Laurent Lamothe, amateur administratif et politique, du même ramage et du même plumage que Ti- Simone, d’anciens coéquipiers de la même équipe 800% AA, répondait parfaitement aux critères établis dans les termes de référence du PHTK pour s’installer au deuxième siège de l’exécutif. Parfaite harmonie, symbiose impeccable, un beau mariage et une affinité de type oxygène pour l’hydrogène pour exécuter avec la plus grande facilité les projets malsains et ignobles de dilapidation des fonds publics ; la société n’a découvert aucune véritable pomme de discorde entre ses deux compères. Ils savaient gérer leurs différends avec classe et élégance, car les raisons qui les unissaient, dépassaient les petits conflits, tensions et contradictions affichés dans les comédies « Gouvenman Lakay ». Très tôt, cet ancien sponsor de Ti-Simone a prouvé ses capacités de maîtrise des malversations et de la « science politique haïtienne ». Les multitudes de contrats signés sous le gouvernement Lamothe violaient les principes établis par les institutions étatiques de supervision, de contrôle et de suivi pour en assurer l’efficience et l’efficacité. Des parlementaires, sans mesurer la gravité de leurs péchés mortels et leurs gabegies administratives, claironnent dans les médias : « Avec Lamothe, nous avons tous été arrosés, avec beaucoup d’argent et des postes dans les ministères et la diplomatie haïtienne ». Tant par la longue durée de son mandat de trente-et-un mois à ce siège éjectable que par l’harmonie qui régnait avec le palais national, le gouvernement de Lamothe a été « exemplaire ». On ne peut expérimenter le bonheur et la longévité qu’avec des âmes avec lesquelles on partage les mêmes visions, leçon tirée de l’expérience Martelly-Lamothe.

À la faveur d’une crise socio-politique engendrée gratuitement, à la fin de l’année 2014, par les leaders administratifs et politiques roses et blancs, un grand manitou politique devait gagner à la loterie de la primature. Monsieur Evans Paul, reconnu pour sa militance et sa bravoure, caméléon politique, crucifiant son cheval, détenait la noble mission de servir le pouvoir PHTK qu’il combattait jadis. Pendant un an et un mois, de janvier 2015 à février 2016, ce pompier parachuté à la Primature avait sur la tête un récipient rempli d’eau pour apaiser les feux de discorde, de querelle et de zizanie allumés et embrasés par l’équipe du PHTK. Parallèlement, l’hémorragie des gabegies et des désordres multiformes prenait de la vitesse, particulièrement au cours d’une année électorale caractérisée par des anti-jeux de négociations malsaines et déloyales. En tout cas, bon gré mal gré, mission accomplie, PMKP a livré la marchandise en calmant les esprits politiques agités. Il est notamment détenteur du fameux crédit du personnage politique qui s’est mis en croix, à l’avantage de la démocratie, contre des élections « yon grenn soulye » entêtées par le PHTK. En février 2017, par le truchement de l’administration Privert-Jean Charles, un heureux élu, mal élu ou bien élu, fils légitime du PHTK, s’est installé à la Maison Blanche haïtienne. On ne sait avec précision au profit de quel secteur, mais il est confirmé que la prise de pouvoir de ce petit nègre en dehors, têt grenn n’est pas à l’avantage de la population haïtienne.
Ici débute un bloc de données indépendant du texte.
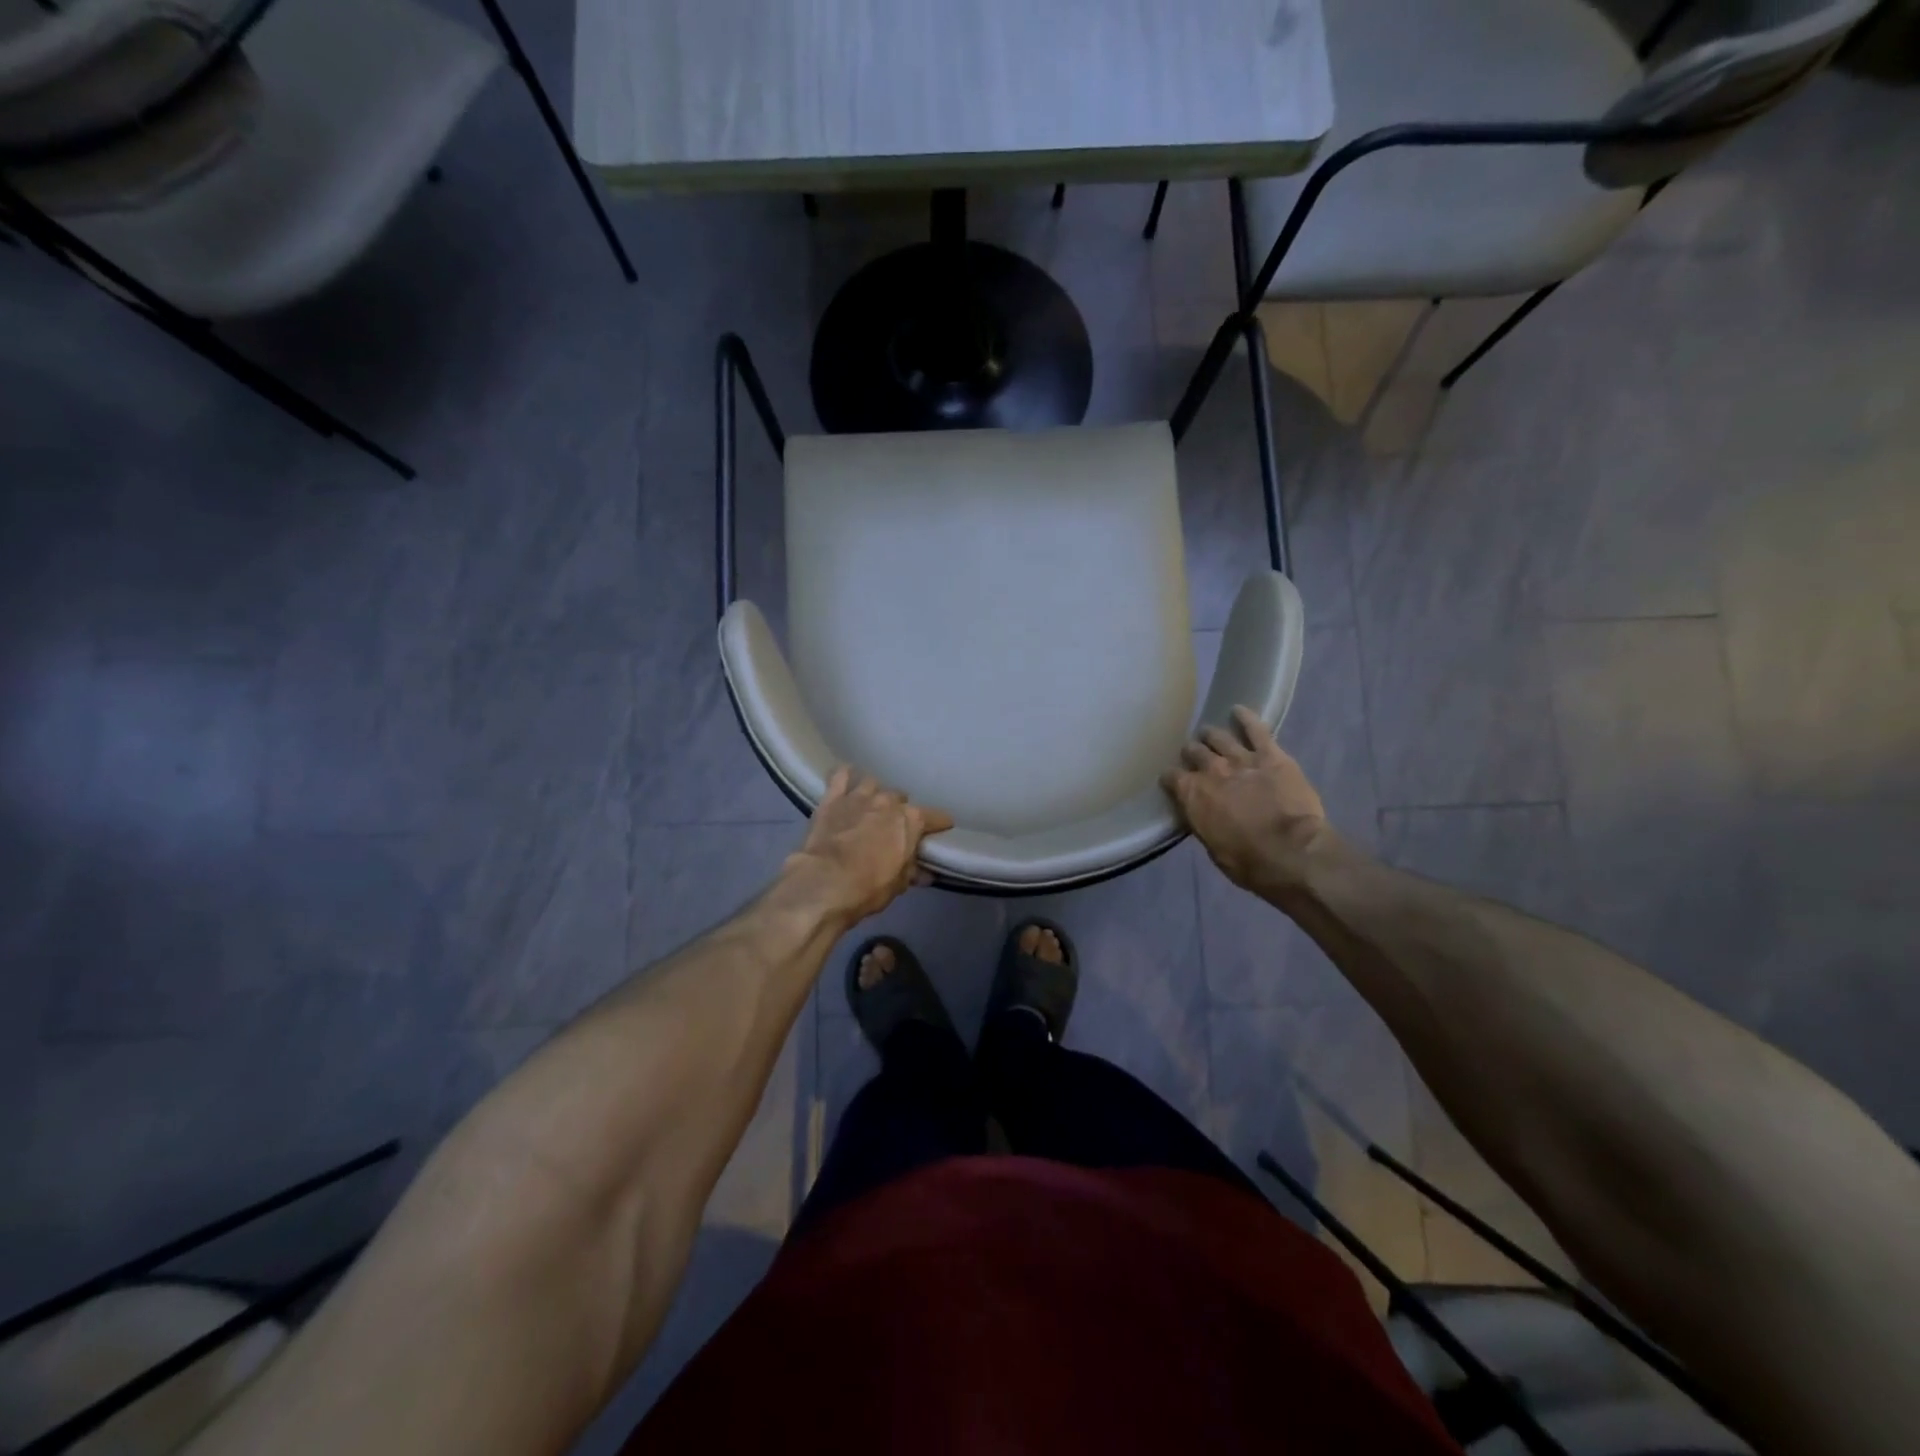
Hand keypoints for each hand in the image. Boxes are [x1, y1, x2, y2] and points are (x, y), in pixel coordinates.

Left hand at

Amplification de l’indécence et du déshonneur sous la présidence de Jovenel Moïse

Le régime a accouché d’’un bébé, d’’une progéniture, d’’un fils digne pour bien le représenter. Oui, un fils est appelé à dépasser son père ; sinon, il n’y a pas de progrès. Le dauphin a bel et bien damé le pion à son prédécesseur. Il a su tenir allumé, le flambeau de la confusion, de la discorde, de l’irrespect et il fait quasiment unanimité comme champion dans l’expertise de faire des promesses mirobolantes jusqu’à détrôner le patron et le créateur du régime. Electricité 24h/24, constructions de routes, de ports et d’aéroports, construction d’un téléphérique, nourriture dans les assiettes, argent dans les poches. Les enfants, les jeunes et toute la population en ont marre de toutes ces duperies ! Les discours présidentiels font fi de la nécessité de se faire accompagner par des actions concrètes et harmonieuses. À force de berner les enfants du Bon Dieu dans la farine, le président actuel a donné de l’inspiration aux académiciens des réseaux sociaux qui ont ajouté récemment dans le dictionnaire français le terme « joveneliser », associé au bluff, à la tromperie et à des sacrilèges.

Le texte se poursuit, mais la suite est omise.